ZF-7665: MultiSearcher gives a document id out of range error

Description

using Zend_Search_Lucene_Interface_MultiSearcher gives an error when the find function is used. The reason for this is that the find function searches through each index and increments each result document id based on its position in the combined results. Commenting out that for loop resolved in Zend/Search/Lucene/MultiSearcher.php from 467/471 fixes. Though this feature was in the 1.8 reslease is this a production ready feature? (there isn't mention of it in the documentation and the namespacing doesn't follow codiing standards.)

Comments

Line 476 (ZF 1.9.6) $indexShift += $index->count();

Should be changed to something like this: $indexShift += count($hits);

The index id location should be incremented by the number of hits, not the complete size of the index. The above worked for me. Removing the loop might create duplicate id's if using multiple indexes in different locations.

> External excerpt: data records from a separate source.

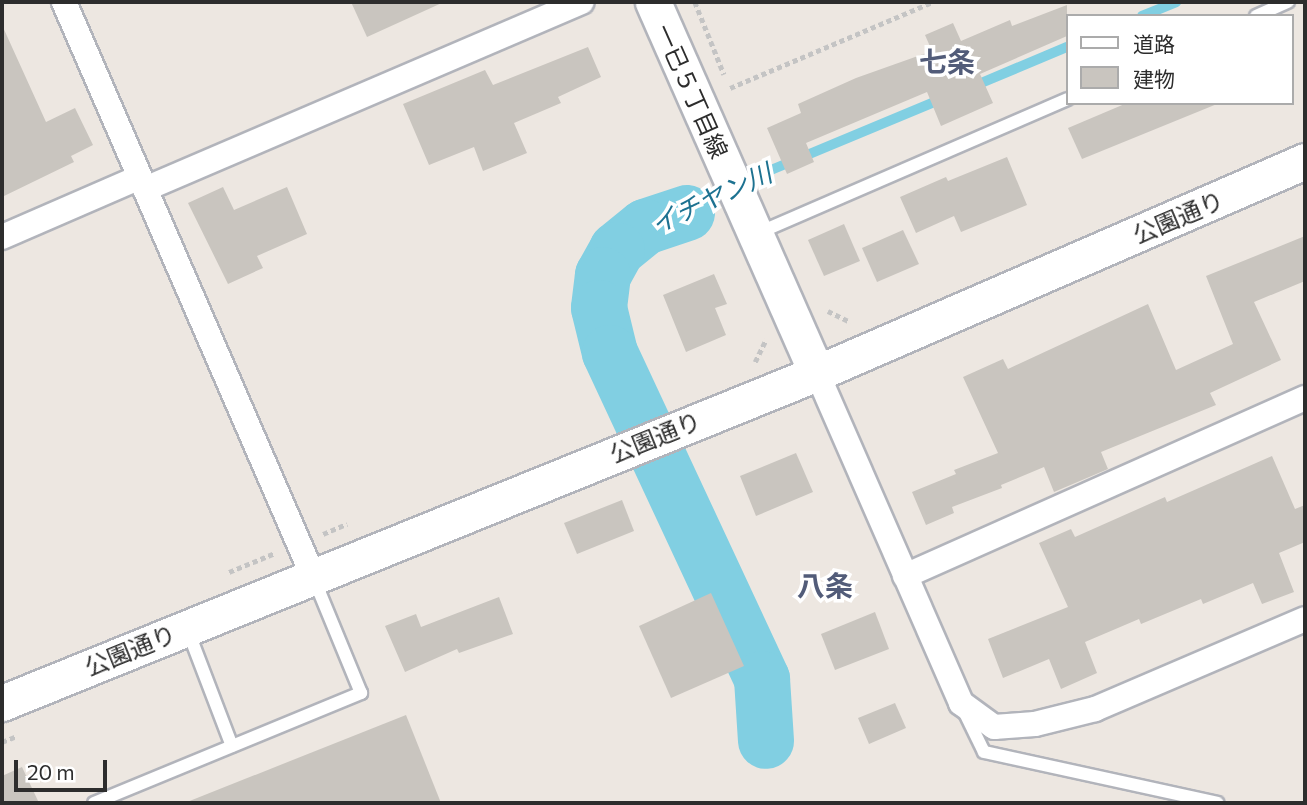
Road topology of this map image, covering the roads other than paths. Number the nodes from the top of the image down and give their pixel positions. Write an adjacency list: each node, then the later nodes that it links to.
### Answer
1 (64, 2): 8 (street)
2 (582, 2): 8 (street)
3 (653, 2): 9 (street, 一已５丁目線)
4 (1288, 2): 5 (lane)
5 (1261, 14)
6 (1066, 99): 9 (lane)
7 (1305, 162): 11 (street, 公園通り)
8 (143, 183): 10 (street); 13 (street)
9 (754, 234): 11 (street, 一已５丁目線)
10 (2, 237)
11 (817, 373): 13 (street, 公園通り); 14 (street)
12 (1305, 398): 14 (street)
13 (313, 576): 16 (street, 公園通り); 19 (lane)
14 (905, 576): 18 (street)
15 (1305, 619): 18 (street)
16 (187, 627): 17 (street, 公園通り); 19 (lane)
17 (2, 703)
18 (961, 703): 21 (lane)
19 (232, 746): 20 (lane)
20 (94, 803)
21 (1217, 803)

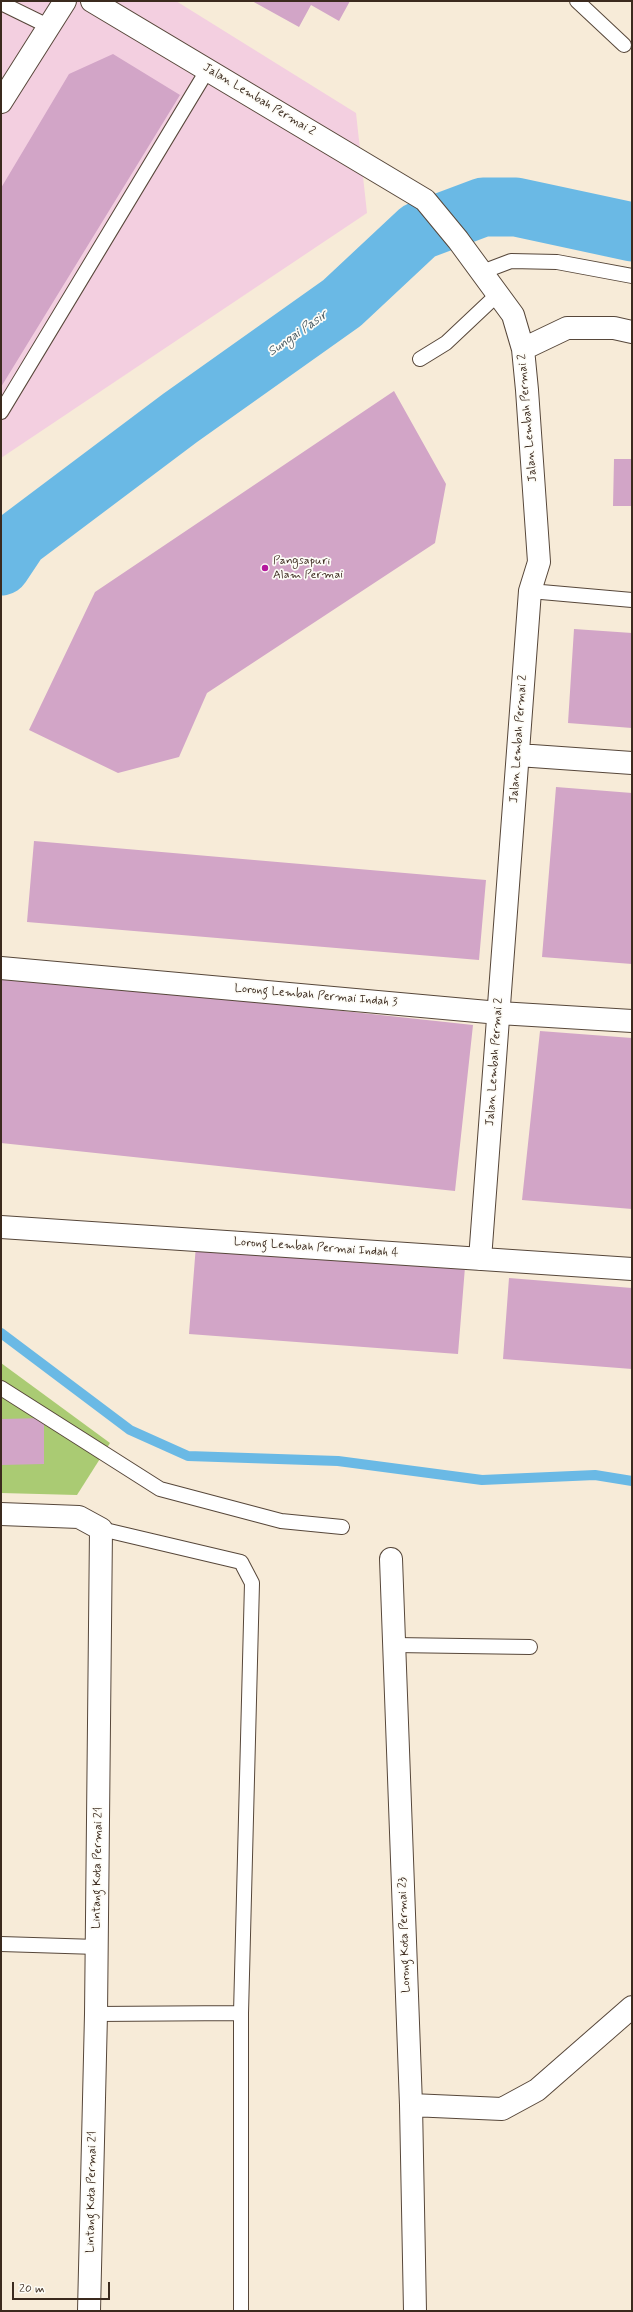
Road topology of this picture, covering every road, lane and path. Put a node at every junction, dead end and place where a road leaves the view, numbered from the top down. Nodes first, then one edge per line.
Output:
1 (65, 1) edge
2 (92, 1) edge
3 (577, 1) edge
4 (1, 3) edge
5 (48, 26) junction
6 (624, 45) dead end
7 (208, 69) junction
8 (1, 102) edge
9 (482, 272) junction
10 (632, 276) edge
11 (498, 294) junction
12 (632, 332) edge
13 (523, 349) junction
14 (420, 359) dead end
15 (1, 412) edge
16 (530, 591) junction
17 (632, 600) edge
18 (518, 756) junction
19 (632, 763) edge
20 (1, 968) edge
21 (499, 1013) junction
22 (632, 1021) edge
23 (1, 1227) edge
24 (480, 1259) junction
25 (632, 1269) edge
26 (1, 1388) edge
27 (1, 1514) edge
28 (342, 1527) dead end
29 (101, 1529) junction
30 (392, 1559) dead end
31 (395, 1645) junction
32 (530, 1648) dead end
33 (1, 1944) edge
34 (97, 1947) junction
35 (632, 2007) edge
36 (241, 2013) junction
37 (96, 2014) junction
38 (411, 2105) junction
39 (89, 2311) edge
40 (241, 2311) edge
41 (415, 2311) edge

1 - 5 street
2 - 7 street, Jalan Lembah Permai 2
3 - 6 lane
4 - 5 lane
5 - 8 street
7 - 9 street, Jalan Lembah Permai 2
7 - 15 lane
9 - 10 lane
9 - 11 street, Jalan Lembah Permai 2
11 - 13 street, Jalan Lembah Permai 2
11 - 14 lane
12 - 13 street
13 - 16 street, Jalan Lembah Permai 2
16 - 17 lane
16 - 18 street, Jalan Lembah Permai 2
18 - 19 street
18 - 21 street, Jalan Lembah Permai 2
20 - 21 street, Lorong Lembah Permai Indah 3
21 - 22 street, Lorong Lembah Permai Indah 3
21 - 24 street, Jalan Lembah Permai 2
23 - 24 street, Lorong Lembah Permai Indah 4
24 - 25 street, Lorong Lembah Permai Indah 4
26 - 28 lane
27 - 29 street
29 - 34 street, Lintang Kota Permai 21
29 - 36 lane
30 - 31 street, Lorong Kota Permai 23
31 - 32 lane
31 - 38 street, Lorong Kota Permai 23
33 - 34 lane
34 - 37 street, Lintang Kota Permai 21
35 - 38 street
36 - 37 lane
36 - 40 lane
37 - 39 street, Lintang Kota Permai 21
38 - 41 street, Lorong Kota Permai 23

"$indexShift += count($hits);" still wrong, but it will work if you have hits only in one of indexes. As far as I can see id is internal id of document in index and cannot be changed in any way or you will get this error. Each hit have index link so you can retrive document from right index. You can determine from which index this one is by comparing $hit->getIndex() withyour indexes or by adding unindexed field with type entity in all your documents. I have field "entity" to determine which kind of result is that hit.

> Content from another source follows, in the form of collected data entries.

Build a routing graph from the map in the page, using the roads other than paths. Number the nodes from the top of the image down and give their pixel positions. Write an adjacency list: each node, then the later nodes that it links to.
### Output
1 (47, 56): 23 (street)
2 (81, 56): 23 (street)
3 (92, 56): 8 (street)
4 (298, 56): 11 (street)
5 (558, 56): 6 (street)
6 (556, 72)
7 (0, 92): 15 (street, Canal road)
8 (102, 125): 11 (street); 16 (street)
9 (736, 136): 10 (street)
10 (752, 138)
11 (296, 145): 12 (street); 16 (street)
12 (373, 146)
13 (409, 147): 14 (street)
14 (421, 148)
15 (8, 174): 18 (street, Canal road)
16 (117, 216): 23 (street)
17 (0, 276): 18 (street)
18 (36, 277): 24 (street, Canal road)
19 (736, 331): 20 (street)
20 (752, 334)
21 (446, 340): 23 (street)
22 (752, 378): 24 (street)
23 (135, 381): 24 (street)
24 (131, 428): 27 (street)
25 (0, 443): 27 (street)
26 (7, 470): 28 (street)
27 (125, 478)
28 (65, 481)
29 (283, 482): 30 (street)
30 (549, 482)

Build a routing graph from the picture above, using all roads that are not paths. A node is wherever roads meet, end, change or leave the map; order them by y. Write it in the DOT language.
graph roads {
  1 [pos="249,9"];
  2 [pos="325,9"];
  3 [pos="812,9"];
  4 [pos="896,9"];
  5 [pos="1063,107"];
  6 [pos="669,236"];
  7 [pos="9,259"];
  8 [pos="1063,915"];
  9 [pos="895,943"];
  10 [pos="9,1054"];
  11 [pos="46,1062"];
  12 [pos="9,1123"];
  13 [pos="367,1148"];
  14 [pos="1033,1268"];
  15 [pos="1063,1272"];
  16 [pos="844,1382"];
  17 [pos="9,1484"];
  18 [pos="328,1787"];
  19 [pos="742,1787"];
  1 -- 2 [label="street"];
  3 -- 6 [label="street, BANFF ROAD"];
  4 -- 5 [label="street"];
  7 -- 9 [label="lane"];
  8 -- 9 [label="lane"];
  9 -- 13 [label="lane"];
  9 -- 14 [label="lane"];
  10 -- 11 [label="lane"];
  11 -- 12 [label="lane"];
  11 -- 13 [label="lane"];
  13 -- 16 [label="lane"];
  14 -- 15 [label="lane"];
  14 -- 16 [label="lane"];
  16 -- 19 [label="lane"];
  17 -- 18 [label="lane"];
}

I dont know how to add patch here (and I actually didn't patch but extend class) but there is my find function without that bug and with merging result to preserve sorting by score. It may be buggy as I just wrote it but seems working.

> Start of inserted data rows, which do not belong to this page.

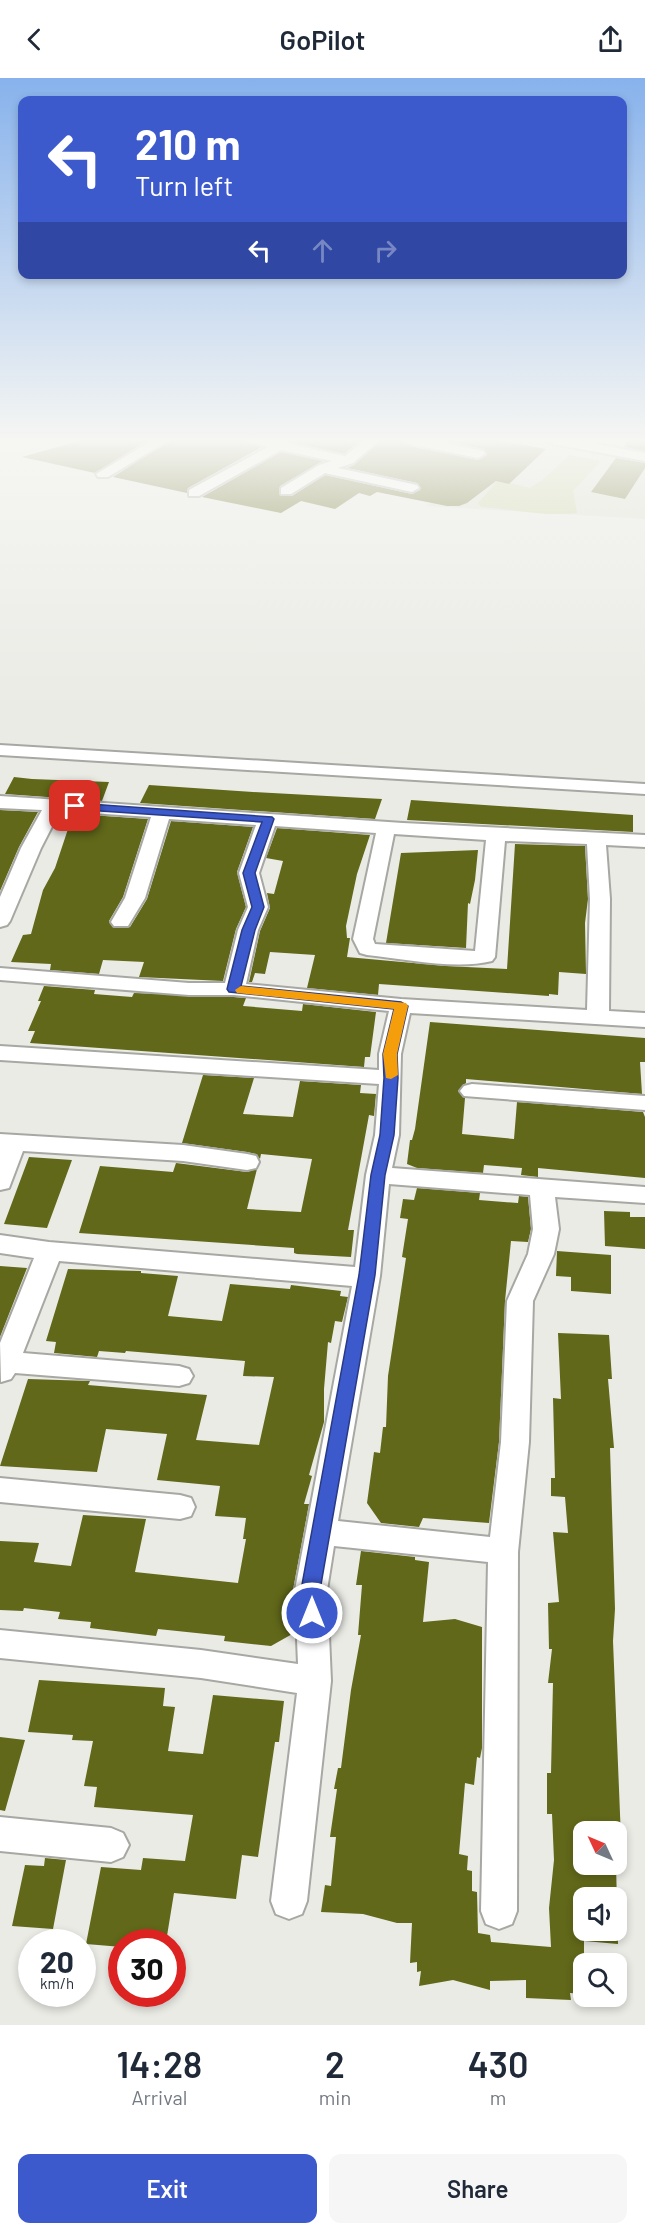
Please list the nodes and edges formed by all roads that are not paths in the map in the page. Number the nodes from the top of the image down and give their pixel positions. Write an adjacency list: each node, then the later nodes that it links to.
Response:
1 (0, 750): 2 (street)
2 (645, 789)
3 (0, 802): 4 (street)
4 (54, 806): 5 (street); 11 (street)
5 (162, 812): 6 (street); 12 (street)
6 (268, 819): 7 (street); 14 (street)
7 (386, 829): 8 (street); 8 (street)
8 (496, 834): 9 (street)
9 (596, 839): 10 (street); 16 (street)
10 (645, 841)
11 (0, 921)
12 (121, 922)
13 (0, 974): 14 (street)
14 (234, 989): 15 (street)
15 (401, 1006): 16 (street); 19 (street)
16 (598, 1016): 17 (street)
17 (645, 1020)
18 (0, 1053): 19 (street)
19 (391, 1078): 24 (street)
20 (472, 1091): 21 (street)
21 (645, 1103)
22 (7, 1143): 23 (street); 25 (street)
23 (247, 1162)
24 (378, 1175): 26 (street); 30 (street)
25 (0, 1182)
26 (542, 1187): 27 (street); 36 (street)
27 (645, 1195)
28 (0, 1244): 29 (street)
29 (49, 1251): 30 (street); 31 (street)
30 (367, 1275): 35 (street)
31 (2, 1365): 32 (street)
32 (179, 1376)
33 (0, 1490): 34 (street)
34 (180, 1507)
35 (321, 1532): 36 (street); 38 (street)
36 (503, 1552): 42 (street)
37 (0, 1644): 38 (street)
38 (315, 1682): 41 (street)
39 (0, 1834): 40 (street)
40 (111, 1845)
41 (289, 1901)
42 (499, 1911)

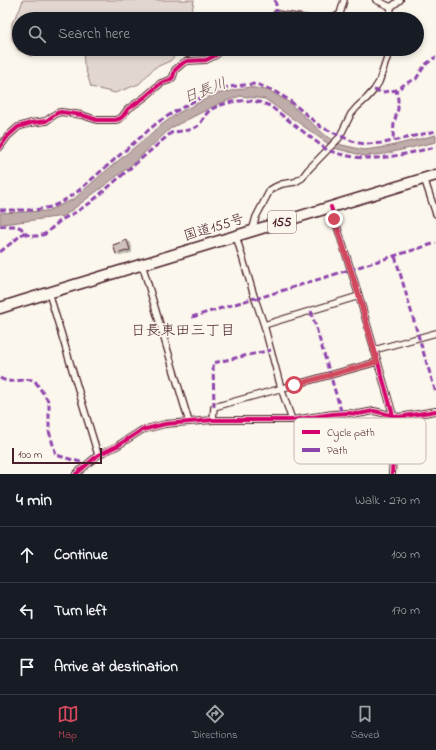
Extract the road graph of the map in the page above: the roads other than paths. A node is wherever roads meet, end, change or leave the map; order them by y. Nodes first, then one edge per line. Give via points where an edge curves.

public function find($query) { if (count($this->_indices) == 0) { return array(); }

    $hitsList = array();

    foreach ($this->_indices as $index) {
        $hits = $index->find($query);
        if (count($hits) > 0) { //Adding only not empty results
            $hitsList[] = $hits;
        }
    }

    $partsCount = count($hitsList);
    //No results in all indexes
    if ($partsCount == 0) {
        return array();
    } elseif ($partsCount == 1) { //Only one index in results
        return $hitsList[0];
    }

    /** Merging arrays with results to preserve sorting
     *  (something like mergesort with any count of parts)
     */
    $result = array();
    $values = array();//Max values of score in all arrays

    foreach ($hitsList as $index => $hits) {
        $values[$index] = $hits[0]->score;
    }

    do {
        $max = reset($values);
        $maxkey = key($values);
        foreach ($values as $index => $value) {
            if ($value > $max) {
                $max = $value;
                $maxkey = $index;
            }
        }
        //Now we now where is a best score
        $result[] = array_shift($hitsList[$maxkey]);
        if (empty($hitsList[$maxkey])) {
            unset($values[$maxkey]);
        } else {
            $values[$maxkey] = reset($hitsList[$maxkey])->score;
        }
    } while(!empty($values));
    return $result;
}

This is still an issue in 1.11.7.

I extended Zend_Search_Lucene_Interface_MultiSearcher and overrode the find method with the below. This is a stripped down Merge Sort


public function find($query)
{
    if (count($this->_indices) == 0) {
        return array();
    }

    $hitsList = array();
    foreach ($this->_indices as $index) {
        $hits = $index->find($query);

        $hitsList = $this->merge($hits, $hitsList);
    }

    return $hitsList;
}

protected function merge(&$leftList, &$rightList)
{
    $results = array();
    while(0 < count($leftList) && 0 < count($rightList)) {
        if($leftList[0]->score < $rightList[0]->score) {
            $results[] = array_shift($leftList);
        } else {
            $results[] = array_shift($rightList);
        }
    }

    $results = count($leftList) > count($rightList) 
        ? array_merge($results, $leftList) : array_merge($results, $rightList);

    return $results;
}